Par Hajer Elina
La circulation a repris quelques mois après le drame meurtrier survenu sur ce tronçon. Mais plusieurs observateurs estiment que les travaux réalisés ne prennent pas suffisamment en compte les contraintes propres à une route de montagne : fortes pentes, pluviométrie importante, instabilité des talus et risques permanents d’éboulements.
Les principales préoccupations concernent l’absence apparente de certains aménagements indispensables, notamment des murs de soutènement, un dispositif efficace de drainage des eaux de pluie, des ouvrages de stabilisation des talus et des glissières de sécurité le long des ravins.
Sur cette route sinueuse, la moindre perte de contrôle peut entraîner une chute mortelle. Des transporteurs redoutent ainsi que la falaise de Dschang demeure un point noir, malgré la réouverture de la circulation.

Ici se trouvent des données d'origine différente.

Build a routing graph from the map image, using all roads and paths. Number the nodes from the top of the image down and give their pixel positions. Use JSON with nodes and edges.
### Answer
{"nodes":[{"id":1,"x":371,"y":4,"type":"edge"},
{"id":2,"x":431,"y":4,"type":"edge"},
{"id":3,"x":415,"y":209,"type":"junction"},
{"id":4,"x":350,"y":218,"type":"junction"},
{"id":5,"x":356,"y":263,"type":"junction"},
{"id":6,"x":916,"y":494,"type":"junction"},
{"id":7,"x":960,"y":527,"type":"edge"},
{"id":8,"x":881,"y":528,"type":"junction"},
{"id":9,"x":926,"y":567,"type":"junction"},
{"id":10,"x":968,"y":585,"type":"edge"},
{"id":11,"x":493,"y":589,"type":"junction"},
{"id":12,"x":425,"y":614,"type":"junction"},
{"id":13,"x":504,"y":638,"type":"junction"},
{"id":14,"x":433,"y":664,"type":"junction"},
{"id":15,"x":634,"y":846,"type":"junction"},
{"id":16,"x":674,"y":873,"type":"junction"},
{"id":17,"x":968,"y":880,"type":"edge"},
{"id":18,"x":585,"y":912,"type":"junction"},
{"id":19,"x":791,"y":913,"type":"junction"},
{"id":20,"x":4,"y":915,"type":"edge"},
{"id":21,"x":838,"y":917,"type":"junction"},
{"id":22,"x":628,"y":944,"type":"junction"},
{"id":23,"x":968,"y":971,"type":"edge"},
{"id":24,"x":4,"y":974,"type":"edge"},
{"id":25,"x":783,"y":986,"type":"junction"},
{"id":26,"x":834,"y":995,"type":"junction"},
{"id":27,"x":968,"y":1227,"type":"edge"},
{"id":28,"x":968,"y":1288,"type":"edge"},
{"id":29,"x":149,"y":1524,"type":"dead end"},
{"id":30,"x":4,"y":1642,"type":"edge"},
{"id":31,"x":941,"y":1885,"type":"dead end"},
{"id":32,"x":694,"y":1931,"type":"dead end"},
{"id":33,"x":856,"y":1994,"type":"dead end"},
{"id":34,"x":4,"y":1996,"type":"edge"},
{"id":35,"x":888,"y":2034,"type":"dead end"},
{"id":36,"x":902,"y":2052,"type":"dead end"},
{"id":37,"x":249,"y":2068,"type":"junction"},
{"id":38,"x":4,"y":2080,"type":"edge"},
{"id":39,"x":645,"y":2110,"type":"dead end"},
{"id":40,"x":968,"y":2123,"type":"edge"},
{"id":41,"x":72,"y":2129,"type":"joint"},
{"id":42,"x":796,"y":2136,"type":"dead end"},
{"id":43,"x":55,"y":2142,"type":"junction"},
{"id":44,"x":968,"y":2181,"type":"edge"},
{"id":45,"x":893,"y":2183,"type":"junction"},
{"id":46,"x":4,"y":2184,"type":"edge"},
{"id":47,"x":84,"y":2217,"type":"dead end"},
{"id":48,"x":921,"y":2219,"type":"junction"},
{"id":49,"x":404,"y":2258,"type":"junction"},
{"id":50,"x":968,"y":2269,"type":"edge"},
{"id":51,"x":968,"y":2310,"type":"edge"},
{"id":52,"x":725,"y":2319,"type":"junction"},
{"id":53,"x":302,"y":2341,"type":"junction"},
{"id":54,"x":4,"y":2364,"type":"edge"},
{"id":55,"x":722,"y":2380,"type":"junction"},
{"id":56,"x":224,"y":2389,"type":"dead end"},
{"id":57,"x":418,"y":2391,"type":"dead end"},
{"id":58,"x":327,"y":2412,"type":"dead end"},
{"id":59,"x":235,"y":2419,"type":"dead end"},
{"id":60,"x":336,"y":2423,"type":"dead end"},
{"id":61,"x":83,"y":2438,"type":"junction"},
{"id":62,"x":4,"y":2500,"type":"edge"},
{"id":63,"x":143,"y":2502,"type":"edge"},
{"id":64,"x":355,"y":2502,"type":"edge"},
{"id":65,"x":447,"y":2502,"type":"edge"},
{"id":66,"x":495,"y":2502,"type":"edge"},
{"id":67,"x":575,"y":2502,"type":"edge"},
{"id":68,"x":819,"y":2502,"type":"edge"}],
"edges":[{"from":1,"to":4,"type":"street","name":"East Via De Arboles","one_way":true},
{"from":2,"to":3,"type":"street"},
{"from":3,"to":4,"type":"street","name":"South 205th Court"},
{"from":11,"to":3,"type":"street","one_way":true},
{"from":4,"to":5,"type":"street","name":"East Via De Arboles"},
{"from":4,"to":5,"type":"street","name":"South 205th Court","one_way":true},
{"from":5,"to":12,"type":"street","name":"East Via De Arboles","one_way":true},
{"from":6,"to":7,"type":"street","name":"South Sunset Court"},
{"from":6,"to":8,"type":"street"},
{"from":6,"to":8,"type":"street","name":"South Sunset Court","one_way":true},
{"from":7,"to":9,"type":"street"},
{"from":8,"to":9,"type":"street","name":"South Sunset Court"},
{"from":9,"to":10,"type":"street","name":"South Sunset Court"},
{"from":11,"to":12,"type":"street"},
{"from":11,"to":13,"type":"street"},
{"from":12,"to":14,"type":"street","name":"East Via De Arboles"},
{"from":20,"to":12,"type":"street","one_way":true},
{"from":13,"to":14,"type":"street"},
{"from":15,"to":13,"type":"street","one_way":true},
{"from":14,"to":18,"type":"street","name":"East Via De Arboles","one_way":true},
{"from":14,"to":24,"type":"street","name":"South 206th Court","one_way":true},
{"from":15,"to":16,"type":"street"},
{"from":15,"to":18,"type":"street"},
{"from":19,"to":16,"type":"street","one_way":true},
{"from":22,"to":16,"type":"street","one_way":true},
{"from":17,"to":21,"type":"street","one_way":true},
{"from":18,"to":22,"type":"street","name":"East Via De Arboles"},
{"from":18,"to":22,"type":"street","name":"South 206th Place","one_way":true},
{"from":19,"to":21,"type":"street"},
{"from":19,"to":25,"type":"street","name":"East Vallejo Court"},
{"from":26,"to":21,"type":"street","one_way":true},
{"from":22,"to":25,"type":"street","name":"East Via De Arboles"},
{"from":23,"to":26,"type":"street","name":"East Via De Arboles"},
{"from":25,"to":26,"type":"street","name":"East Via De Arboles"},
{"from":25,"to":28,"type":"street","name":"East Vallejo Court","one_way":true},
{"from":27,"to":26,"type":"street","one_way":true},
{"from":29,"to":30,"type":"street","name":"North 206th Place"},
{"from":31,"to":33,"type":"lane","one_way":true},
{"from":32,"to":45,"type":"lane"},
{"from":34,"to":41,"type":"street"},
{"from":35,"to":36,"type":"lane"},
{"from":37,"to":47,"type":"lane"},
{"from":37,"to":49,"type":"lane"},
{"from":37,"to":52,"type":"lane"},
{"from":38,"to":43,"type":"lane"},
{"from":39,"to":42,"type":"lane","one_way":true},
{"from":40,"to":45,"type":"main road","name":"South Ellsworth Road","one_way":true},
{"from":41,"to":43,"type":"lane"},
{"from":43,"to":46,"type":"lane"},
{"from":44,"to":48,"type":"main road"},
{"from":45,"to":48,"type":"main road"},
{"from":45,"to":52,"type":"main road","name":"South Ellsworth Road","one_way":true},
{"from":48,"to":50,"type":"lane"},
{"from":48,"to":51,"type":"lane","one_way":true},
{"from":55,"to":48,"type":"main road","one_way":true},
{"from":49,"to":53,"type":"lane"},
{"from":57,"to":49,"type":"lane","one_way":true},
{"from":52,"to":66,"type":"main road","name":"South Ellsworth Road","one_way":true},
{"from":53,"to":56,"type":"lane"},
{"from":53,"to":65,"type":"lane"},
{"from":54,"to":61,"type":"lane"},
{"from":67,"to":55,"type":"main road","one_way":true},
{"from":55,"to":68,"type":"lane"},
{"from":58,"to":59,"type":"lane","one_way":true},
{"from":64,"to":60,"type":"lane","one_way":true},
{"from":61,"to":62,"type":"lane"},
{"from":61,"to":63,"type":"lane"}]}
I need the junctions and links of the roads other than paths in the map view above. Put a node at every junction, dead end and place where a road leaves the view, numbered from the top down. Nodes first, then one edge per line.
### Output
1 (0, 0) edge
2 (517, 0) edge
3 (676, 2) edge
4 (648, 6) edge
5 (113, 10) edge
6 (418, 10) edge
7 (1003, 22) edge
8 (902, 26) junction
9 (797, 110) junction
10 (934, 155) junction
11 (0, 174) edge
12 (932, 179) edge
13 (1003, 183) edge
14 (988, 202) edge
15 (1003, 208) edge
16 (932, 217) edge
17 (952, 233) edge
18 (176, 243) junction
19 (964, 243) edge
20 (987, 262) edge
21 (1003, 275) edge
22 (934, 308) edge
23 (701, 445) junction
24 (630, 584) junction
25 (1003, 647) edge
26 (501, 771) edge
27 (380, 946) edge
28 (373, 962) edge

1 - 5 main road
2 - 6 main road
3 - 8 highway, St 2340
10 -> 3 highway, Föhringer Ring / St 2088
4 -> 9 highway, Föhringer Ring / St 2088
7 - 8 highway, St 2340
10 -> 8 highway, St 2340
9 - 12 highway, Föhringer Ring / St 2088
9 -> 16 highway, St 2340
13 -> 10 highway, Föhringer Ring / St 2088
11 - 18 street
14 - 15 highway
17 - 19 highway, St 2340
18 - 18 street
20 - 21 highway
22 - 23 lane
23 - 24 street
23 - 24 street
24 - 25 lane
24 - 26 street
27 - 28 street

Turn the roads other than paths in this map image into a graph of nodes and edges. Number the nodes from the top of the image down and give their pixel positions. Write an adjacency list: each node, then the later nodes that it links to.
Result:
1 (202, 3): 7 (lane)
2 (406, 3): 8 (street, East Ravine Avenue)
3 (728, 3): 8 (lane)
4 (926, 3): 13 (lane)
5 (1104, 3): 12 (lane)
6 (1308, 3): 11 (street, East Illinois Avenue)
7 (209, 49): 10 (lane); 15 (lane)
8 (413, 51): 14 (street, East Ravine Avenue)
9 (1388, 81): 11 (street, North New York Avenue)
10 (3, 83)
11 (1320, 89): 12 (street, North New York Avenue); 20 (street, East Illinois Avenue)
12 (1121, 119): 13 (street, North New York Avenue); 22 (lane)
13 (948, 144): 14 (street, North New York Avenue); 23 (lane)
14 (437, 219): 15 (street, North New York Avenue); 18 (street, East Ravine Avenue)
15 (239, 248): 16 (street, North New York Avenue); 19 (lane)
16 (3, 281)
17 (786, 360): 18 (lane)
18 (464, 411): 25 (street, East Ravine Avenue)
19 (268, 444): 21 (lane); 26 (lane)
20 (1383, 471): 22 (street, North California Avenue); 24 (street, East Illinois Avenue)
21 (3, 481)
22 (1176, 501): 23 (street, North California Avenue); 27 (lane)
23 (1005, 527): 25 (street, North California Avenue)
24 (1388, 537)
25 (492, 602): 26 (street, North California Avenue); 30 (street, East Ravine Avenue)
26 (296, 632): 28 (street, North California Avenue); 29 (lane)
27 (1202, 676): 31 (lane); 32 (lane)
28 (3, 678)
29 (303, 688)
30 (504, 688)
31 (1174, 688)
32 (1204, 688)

Ces inquiétudes relancent également le débat sur le contrôle de la qualité des infrastructures publiques avant leur réception définitive. Plusieurs voix réclament une expertise technique indépendante afin d’évaluer la conformité des travaux aux normes applicables aux routes situées en zone montagneuse et d’identifier d’éventuelles corrections à apporter.
Pour les usagers, l’enjeu ne se limite pas au rétablissement de la circulation. Il s’agit surtout de garantir la solidité de l’ouvrage, de prévenir de nouveaux éboulements et d’éviter que cet axe vital ne soit encore le théâtre d’un drame. Ils appellent les autorités compétentes à intervenir avant le retour des fortes pluies.